This isn’t a typo, since many of the other numbers have changed as well.
With all the talk of the “settled science” that is certain about increases in Greenhouse gases, it seems that with such a revision, there’s still some very unsettled revisionist work afoot to get a handle on what the “real” energy budget of the Earth is. Perhaps the recent published works on climate sensitivity, coupled with observations of “the pause” have had some affect on these numbers as well. Meanwhile, according to the Mauna Loa data, CO2 concentration has risen from 388.16ppm in November 2009 when we had the big Copenhagen COP15 meeting that was supposed to change everything, to 397.31ppm in November 2013.
So with GHG’s on the increase, their effect has been reduced by a third in the NASA planetary energy budget. That’s quite remarkable.

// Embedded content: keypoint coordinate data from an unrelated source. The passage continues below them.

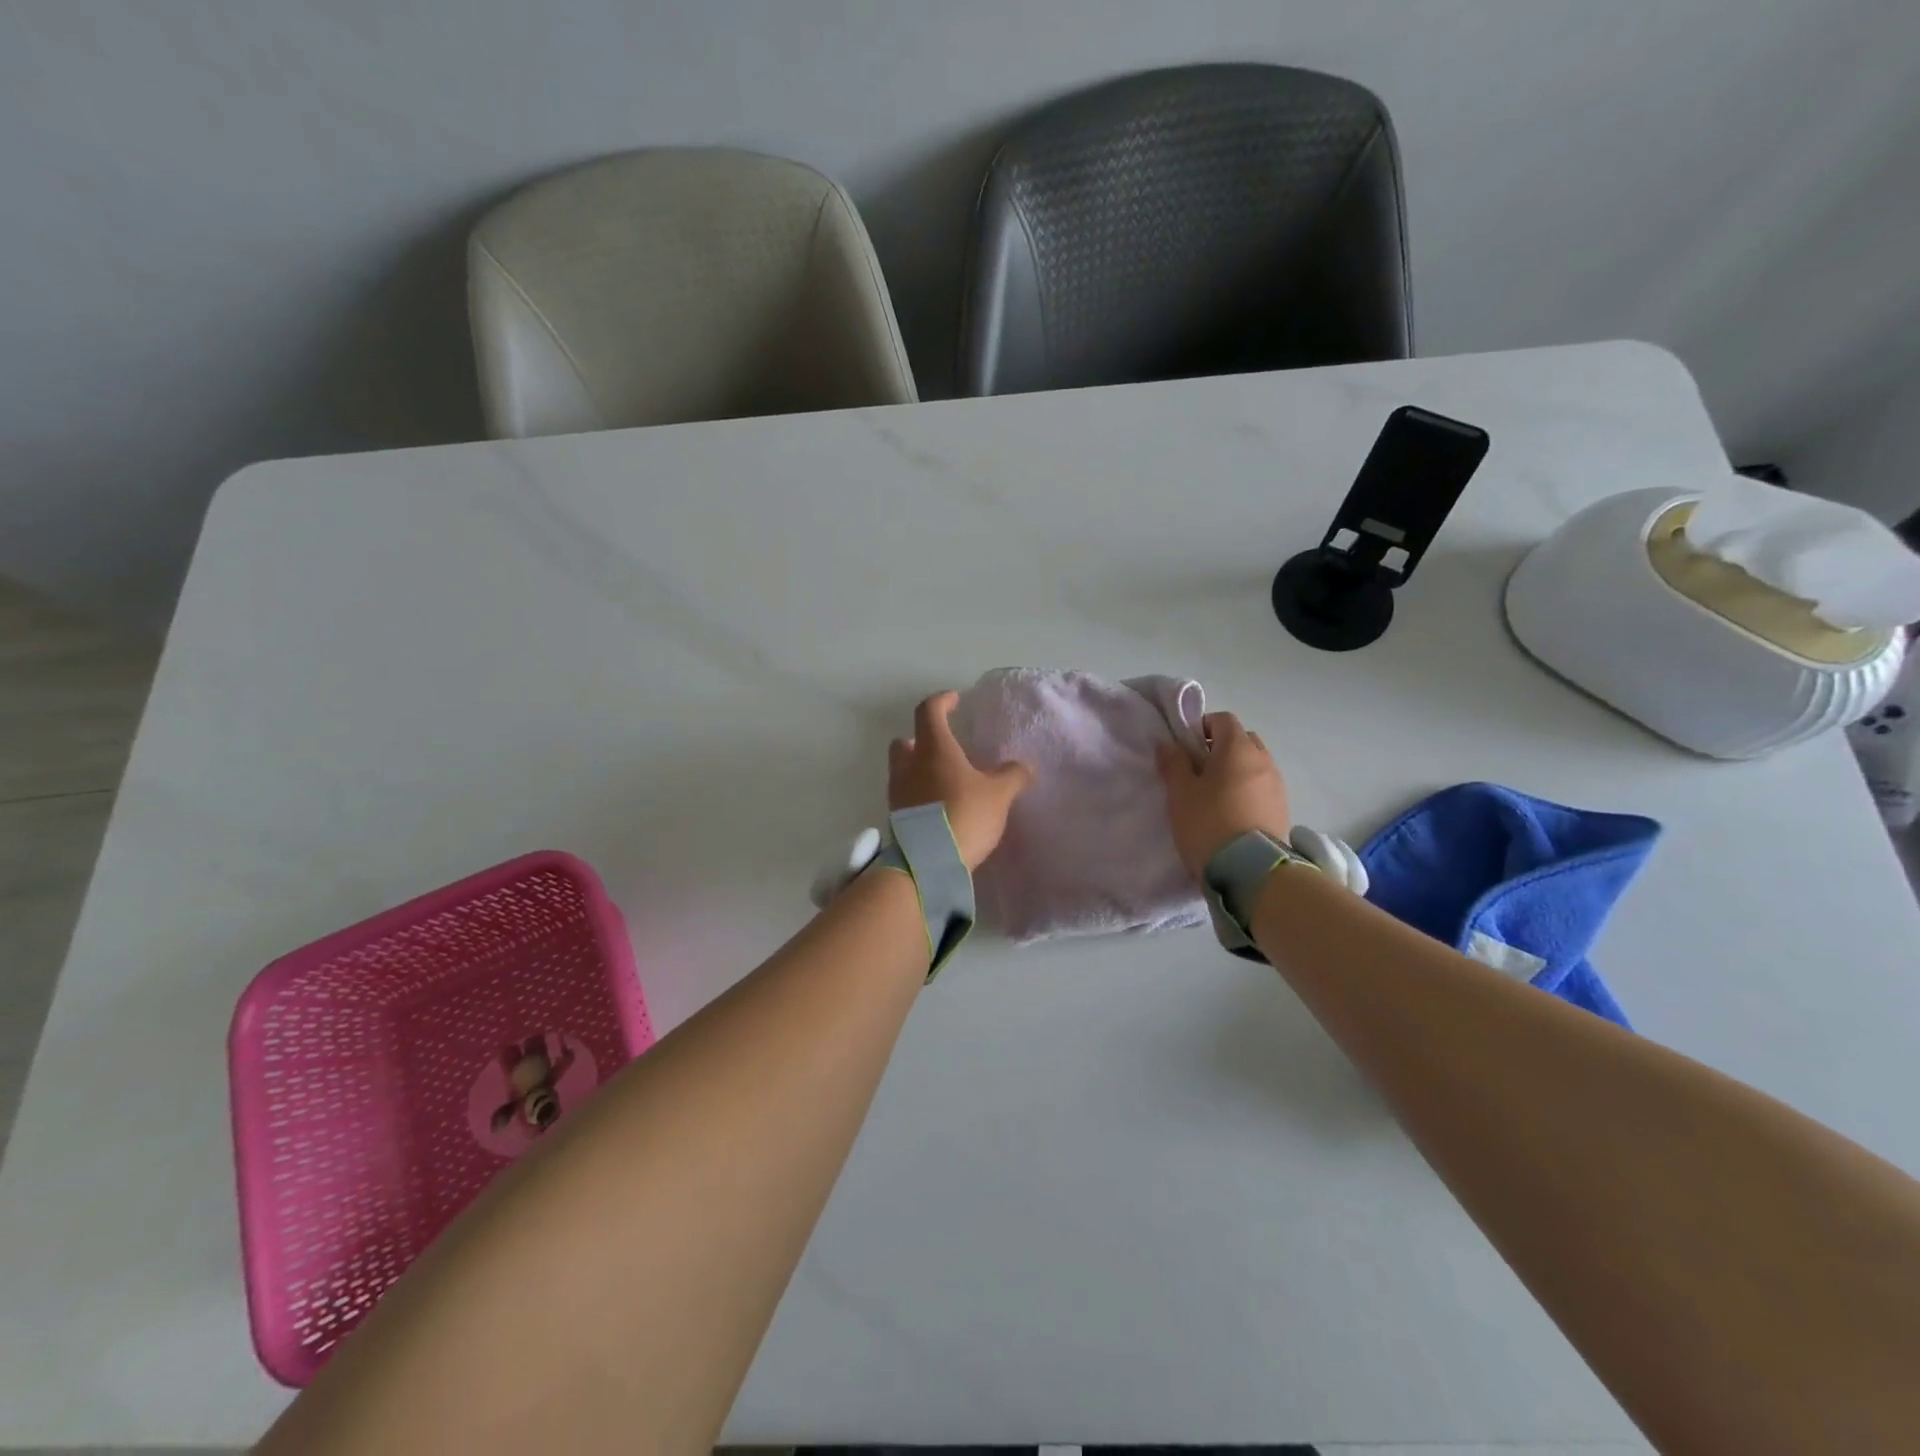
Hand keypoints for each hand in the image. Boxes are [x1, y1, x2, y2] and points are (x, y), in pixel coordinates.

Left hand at [889, 692, 1033, 870]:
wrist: (928, 862)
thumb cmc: (964, 815)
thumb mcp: (999, 795)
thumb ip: (1012, 776)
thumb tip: (1025, 766)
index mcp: (933, 748)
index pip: (929, 711)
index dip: (942, 701)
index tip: (954, 700)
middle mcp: (909, 765)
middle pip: (905, 741)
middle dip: (920, 739)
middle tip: (942, 745)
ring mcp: (898, 793)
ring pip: (902, 769)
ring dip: (918, 768)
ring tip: (944, 780)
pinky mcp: (895, 818)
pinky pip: (905, 796)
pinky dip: (918, 794)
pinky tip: (938, 807)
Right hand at [1155, 711, 1291, 876]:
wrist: (1251, 871)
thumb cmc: (1208, 823)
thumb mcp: (1180, 793)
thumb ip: (1173, 763)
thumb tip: (1168, 743)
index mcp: (1238, 748)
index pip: (1223, 720)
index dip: (1202, 727)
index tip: (1186, 749)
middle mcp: (1263, 760)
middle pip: (1242, 740)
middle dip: (1221, 748)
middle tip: (1199, 771)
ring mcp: (1277, 785)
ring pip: (1255, 765)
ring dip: (1236, 771)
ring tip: (1215, 796)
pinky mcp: (1283, 809)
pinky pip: (1263, 787)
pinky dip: (1248, 790)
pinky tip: (1232, 813)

So was Trenberth’s 2009 energy budget wrong, running too hot? It sure seems so. This is what NASA writes about that diagram:
The energy budget diagram on the front shows our best understanding of energy flows into and away from the Earth. It is based on the work of many scientists over more than 100 years, with the most recent measurements from the Clouds and the Earth’s Radiant Energy System (CERES; http://ceres.larc.nasa.gov) satellite instrument providing high accuracy data of the radiation components (reflected solar and emitted infrared radiation fluxes).
This energy balance determines the climate of the Earth. Our understanding of these energy flows will continue to evolve as scientists obtain a longer and longer record using new and better instruments (http://clarreo.larc.nasa.gov).
Source: http://science-edu.larc.nasa.gov/energy_budget/
It seems to be a clear case of observations trumping Trenberth.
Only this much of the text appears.